Wrocław. "Boska!" w Imparcie

Dziś (9 kwietnia) w Imparcie Krystyna Janda wcieli się najgorszą śpiewaczkę świata - Florence Foster Jenkins. Zdobycie biletów na spektakl warszawskiego teatru Polonia graniczy z cudem.

Jandę i Jenkins dzieli wszystko. Pierwsza ma talent, przychylność krytyków, uwielbienie publiczności. Z występów drugiej widzowie kpili (choć za nie płacili), a recenzenci pisali z politowaniem. Obie jednak łączy - zupełnie inaczej rozumiana - wiara w siebie i determinacja pozwalająca realizować cele pozornie nierealne.

Florence Jenkins, główna bohaterka "Boskiej!" [na zdjęciu] Petera Quiltera, to postać autentyczna. W latach 30. i 40. jej recitale były przebojem amerykańskich estrad. Jednak to nie talent ani uroda, a odziedziczony po tacie spadek umożliwił jej w występ w słynnej Carnegie Hall. Jenkins, samodzielnie finansująca swoje recitale, nie miała za grosz słuchu, poczucia rytmu i zmysłu estetycznego. Ubierała się w monstrualne suknie z falbanami, scenę dekorowała girlandami sztucznych kwiatów, niekiedy zakładała anielskie skrzydła. Podczas koncertów masakrowała arie operowe, ale publiczność ją uwielbiała - bo mało kto był tak zabawny jak najgorsza śpiewaczka świata, która na dodatek nie przyjmowała własnej śmieszności do wiadomości.

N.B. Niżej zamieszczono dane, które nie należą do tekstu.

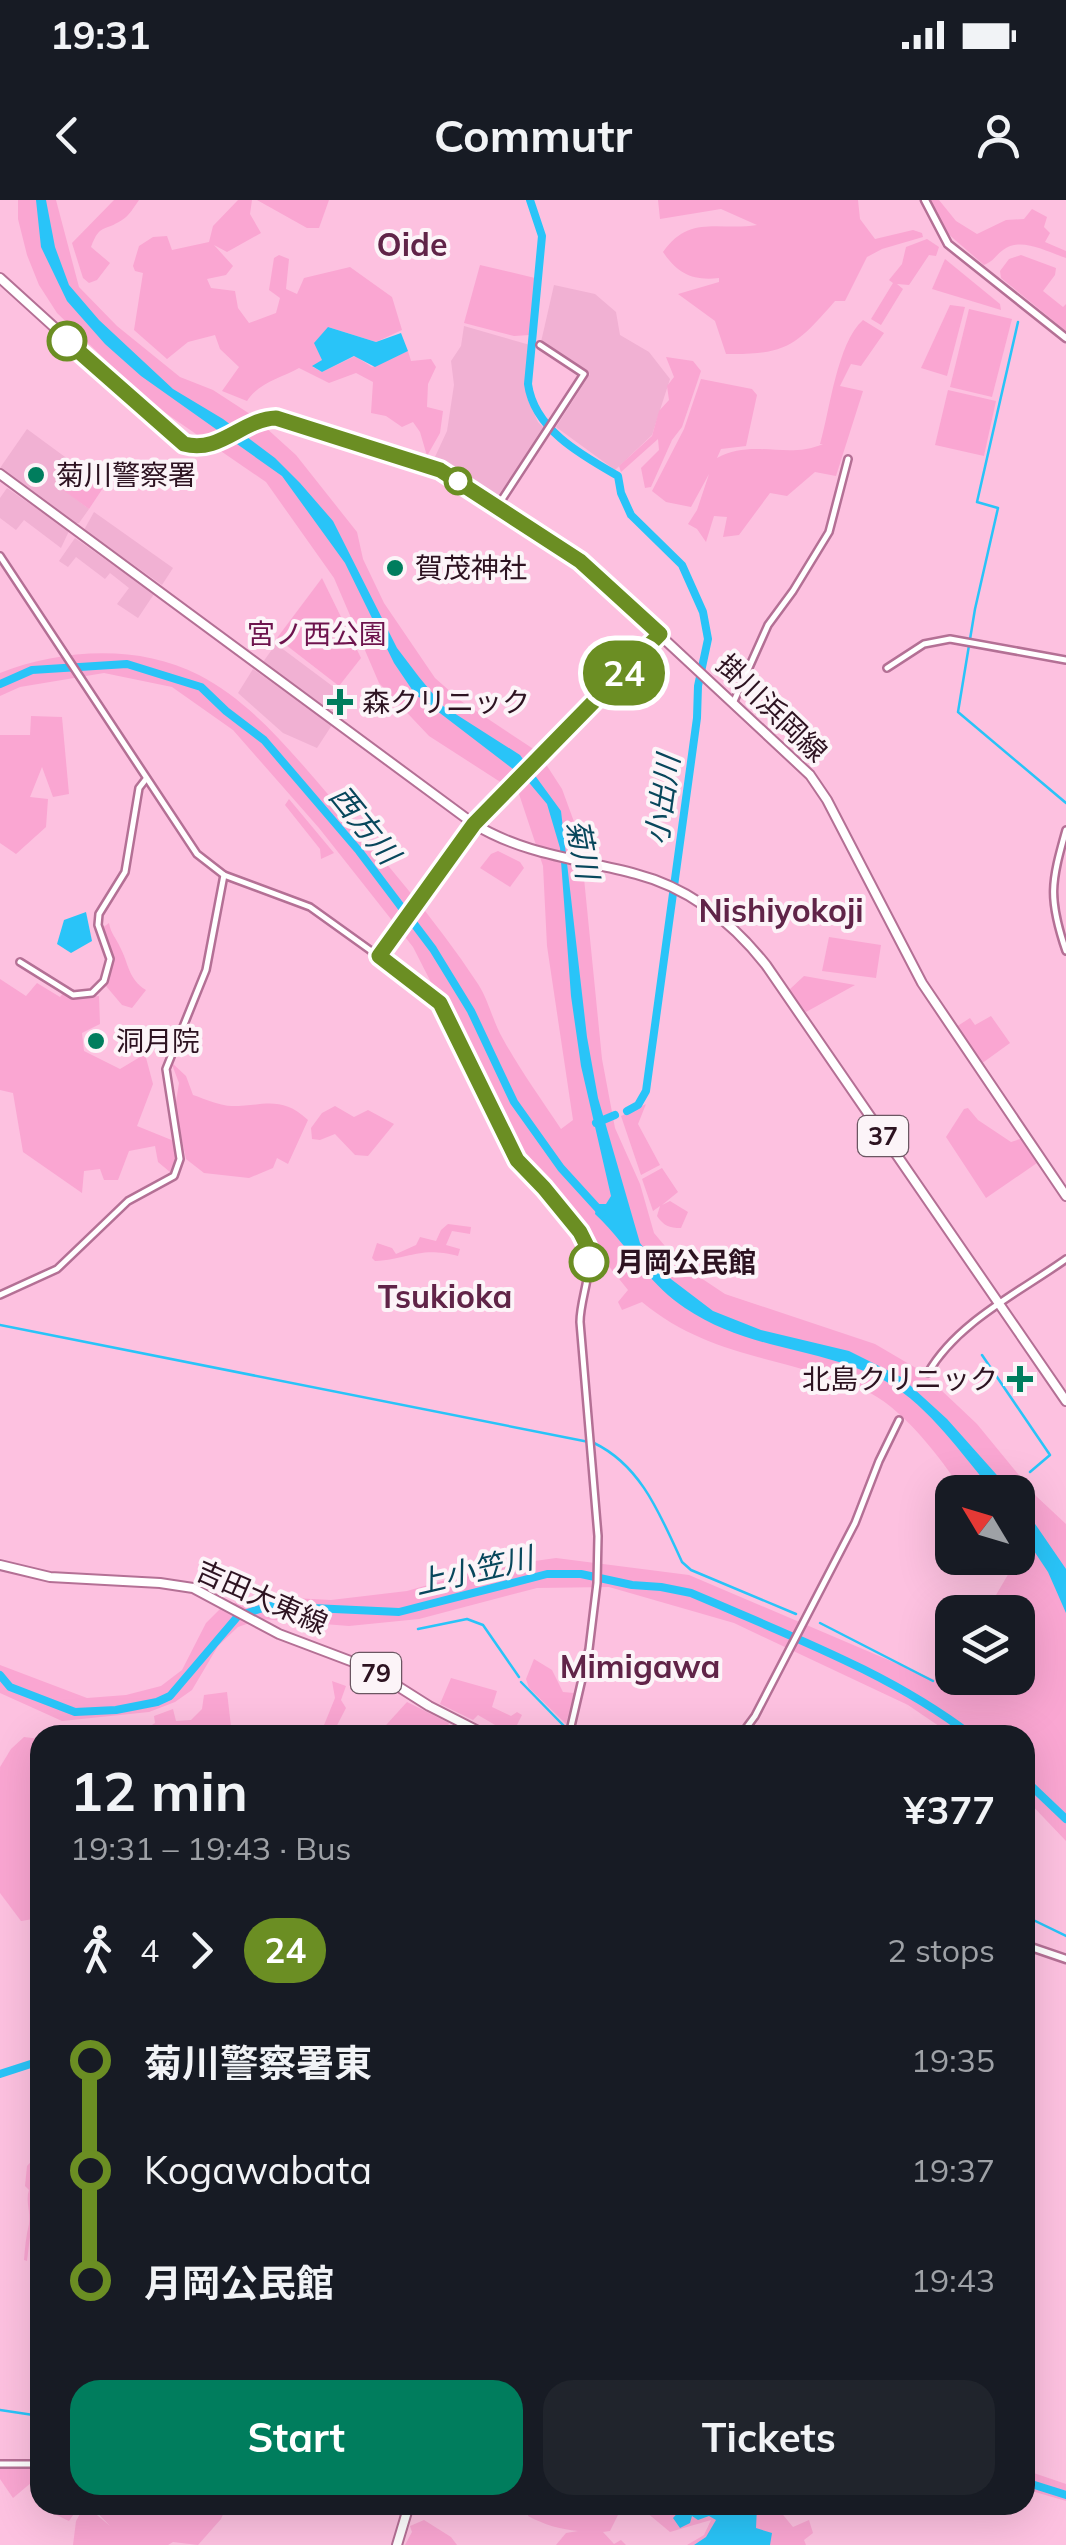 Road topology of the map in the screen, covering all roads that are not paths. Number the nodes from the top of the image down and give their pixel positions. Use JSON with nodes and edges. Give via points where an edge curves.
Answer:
{"nodes":[{"id":1,"x":925,"y":200,"type":"edge"},
{"id":2,"x":0,"y":278,"type":"edge"},
{"id":3,"x":1066,"y":338,"type":"edge"},
{"id":4,"x":540,"y":344,"type":"dead end"},
{"id":5,"x":848,"y":459,"type":"dead end"},
{"id":6,"x":0,"y":474,"type":"edge"},
{"id":7,"x":496,"y":506,"type":"junction"},
{"id":8,"x":0,"y":556,"type":"edge"},
{"id":9,"x":660,"y":634,"type":"junction"},
{"id":10,"x":1066,"y":660,"type":"edge"},
{"id":11,"x":887,"y":668,"type":"dead end"},
{"id":12,"x":734,"y":701,"type":"junction"},
{"id":13,"x":146,"y":779,"type":"junction"},
{"id":14,"x":474,"y":824,"type":"junction"},
{"id":15,"x":1066,"y":830,"type":"edge"},
{"id":16,"x":224,"y":875,"type":"junction"},
{"id":17,"x":1066,"y":950,"type":"edge"},
{"id":18,"x":379,"y":956,"type":"junction"},
{"id":19,"x":20,"y":962,"type":"dead end"},
{"id":20,"x":1066,"y":1196,"type":"edge"},
{"id":21,"x":1066,"y":1259,"type":"edge"},
{"id":22,"x":0,"y":1295,"type":"edge"},
{"id":23,"x":999,"y":1306,"type":"junction"},
{"id":24,"x":928,"y":1373,"type":"dead end"},
{"id":25,"x":1066,"y":1401,"type":"edge"},
{"id":26,"x":899,"y":1420,"type":"dead end"},
{"id":27,"x":0,"y":1565,"type":"edge"},
{"id":28,"x":466,"y":1725,"type":"edge"},
{"id":29,"x":571,"y":1725,"type":"edge"},
{"id":30,"x":748,"y":1725,"type":"edge"},
{"id":31,"x":1035,"y":1948,"type":"edge"},
{"id":32,"x":1066,"y":1959,"type":"edge"},
{"id":33,"x":0,"y":2464,"type":"edge"},
{"id":34,"x":30,"y":2464,"type":"edge"},
{"id":35,"x":406,"y":2515,"type":"edge"},
{"id":36,"x":396,"y":2545,"type":"edge"}],
"edges":[{"from":1,"to":3,"type":"main road","via":[[948,244]]},
{"from":2,"to":7,"type":"main road","name":"掛川浜岡線","via":[[177,440],[211,446],[276,418],[430,466]]},
{"from":4,"to":7,"type":"street","via":[[584,374]]},
{"from":5,"to":12,"type":"street","via":[[829,532],[768,625]]},
{"from":6,"to":14,"type":"main road","number":"37"},
{"from":7,"to":9,"type":"main road","name":"掛川浜岡線","via":[[580,561]]},
{"from":8,"to":13,"type":"street"},
{"from":9,"to":12,"type":"main road","name":"掛川浜岡線"},
{"from":9,"to":14,"type":"street"},
{"from":10,"to":11,"type":"street","via":[[950,639],[924,644]]},
{"from":12,"to":20,"type":"main road","name":"掛川浜岡線","via":[[817,783],[922,983]]},
{"from":13,"to":16,"type":"street","via":[[197,854]]},
{"from":13,"to":19,"type":"street","via":[[125,872],[99,914],[110,960],[104,981],[92,993],[73,995]]},
{"from":14,"to":18,"type":"street"},
{"from":14,"to":23,"type":"main road","number":"37","via":[[538,852],[670,885],[730,924],[766,965]]},
{"from":15,"to":17,"type":"street","via":[[1052,894]]},
{"from":16,"to":18,"type":"street","via":[[310,907]]},
{"from":16,"to":22,"type":"street","via":[[206,970],[166,1069],[178,1169],[128,1201],[57,1268]]},
{"from":18,"to":29,"type":"street","via":[[440,1003],[517,1160],[583,1238],[589,1267],[580,1322],[598,1561],[589,1650]]},
{"from":21,"to":23,"type":"street"},
{"from":23,"to":24,"type":"street","via":[[954,1340]]},
{"from":23,"to":25,"type":"main road","number":"37"},
{"from":26,"to":30,"type":"street","via":[[863,1507]]},
{"from":27,"to":28,"type":"main road","name":"吉田大東線","number":"79","via":[[50,1577],[201,1591],[283,1636],[369,1668]]},
{"from":31,"to":32,"type":"main road"},
{"from":33,"to":34,"type":"street"},
{"from":35,"to":36,"type":"main road"}]}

W spektaklu wyreżyserowanym przez Andrzeja Domalika wypadki z życia Jenkins będziemy śledzić z perspektywy młodego akompaniatora (Maciej Stuhr), który niedawno dołączył do trupy osobliwej diwy. Głównej bohaterce towarzyszą też życiowy partner (Wiktor Zborowski) i głupiutka przyjaciółka Dorothy (Krystyna Tkacz).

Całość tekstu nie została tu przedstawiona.